Sont également prévues des dispositions visant au
développement économique par la création d'un fonds
mahorais de développement, d'une agence de développement, de
chambres consulaires, l'aménagement foncier étant
aménagé avec l'instauration d'un cadastre et le code de
l'urbanisme applicable à Mayotte modernisé. La fin du
régime fiscal spécifique à Mayotte doit intervenir au
1
er
janvier 2007. Une fiscalité locale sera progressivement
instaurée, l'Etat continuant à aider les collectivités
locales en matière d'enseignement primaire et
préélémentaire.
De timides dispositions traitent également du statut civil de droit
local, afin de préciser les modalités de la renonciation à
ce statut, ainsi que pour clarifier les conflits de statuts.

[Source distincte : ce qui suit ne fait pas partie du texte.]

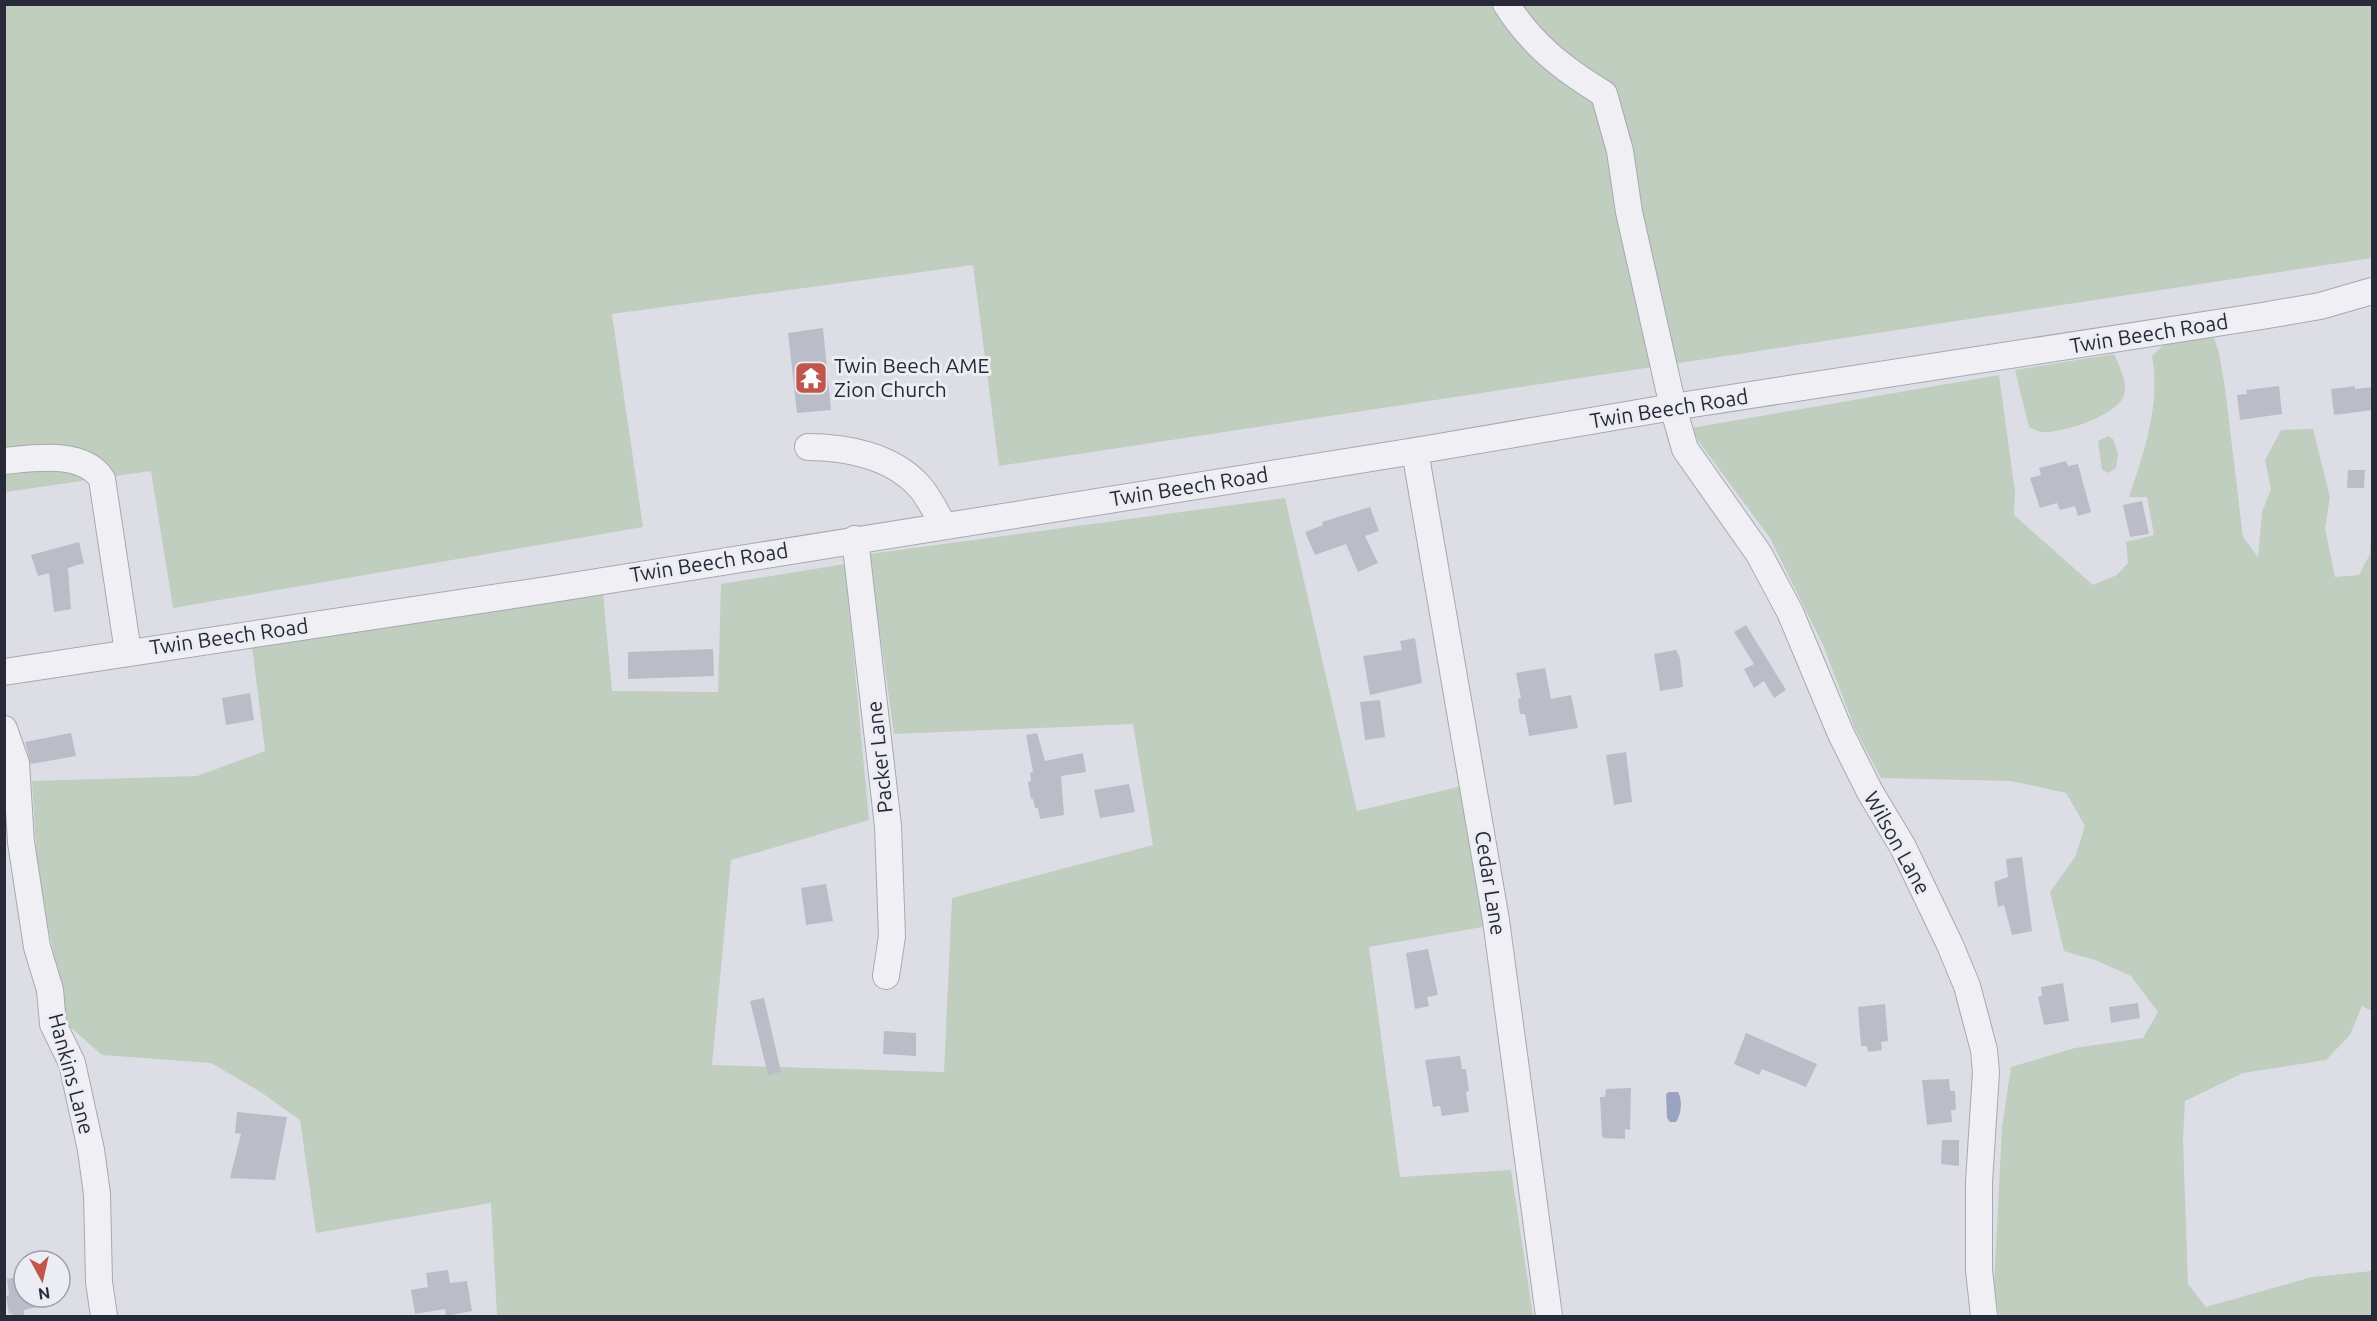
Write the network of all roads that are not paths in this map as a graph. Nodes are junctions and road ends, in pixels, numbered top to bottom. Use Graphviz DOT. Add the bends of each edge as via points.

Une réforme de la justice cadiale est cependant initiée, puisque
le tribunal de droit commun est rendu compétent en matière de
droit personnel, les cadis siégeant en tant qu'assesseurs. Une
commission a été créée afin de
réfléchir à une évolution possible du statut
personnel.
De plus, des ordonnances devraient être prises avant le 31
décembre 2002 en matière notamment de réforme du statut
des cadis, de modernisation du régime communal, les projets de loi de
ratification des ordonnances devant être déposés sur le
bureau du Parlement avant le 30 juin 2003.
Une
clause de rendez-vous, fixée en 2010
, prévoit que le
Gouvernement et les principales forces politiques de Mayotte feront ensemble le
bilan de l'application de ce nouveau statut.
Le conseil
général pourrait alors proposer au Gouvernement de nouvelles
évolutions institutionnelles pour la collectivité
départementale de Mayotte
.
*
* *
Sous le bénéfice de l'ensemble de ces observations, votre commission des Lois a émis un avis défavorable à l'adoption des crédits consacrés aux départements d'outre-mer et aux collectivités territoriales de Mayotte et de Saint-Pierre-et-Miquelon dans le projet de budget du secrétariat d'Etat à l'outre-mer pour 2002.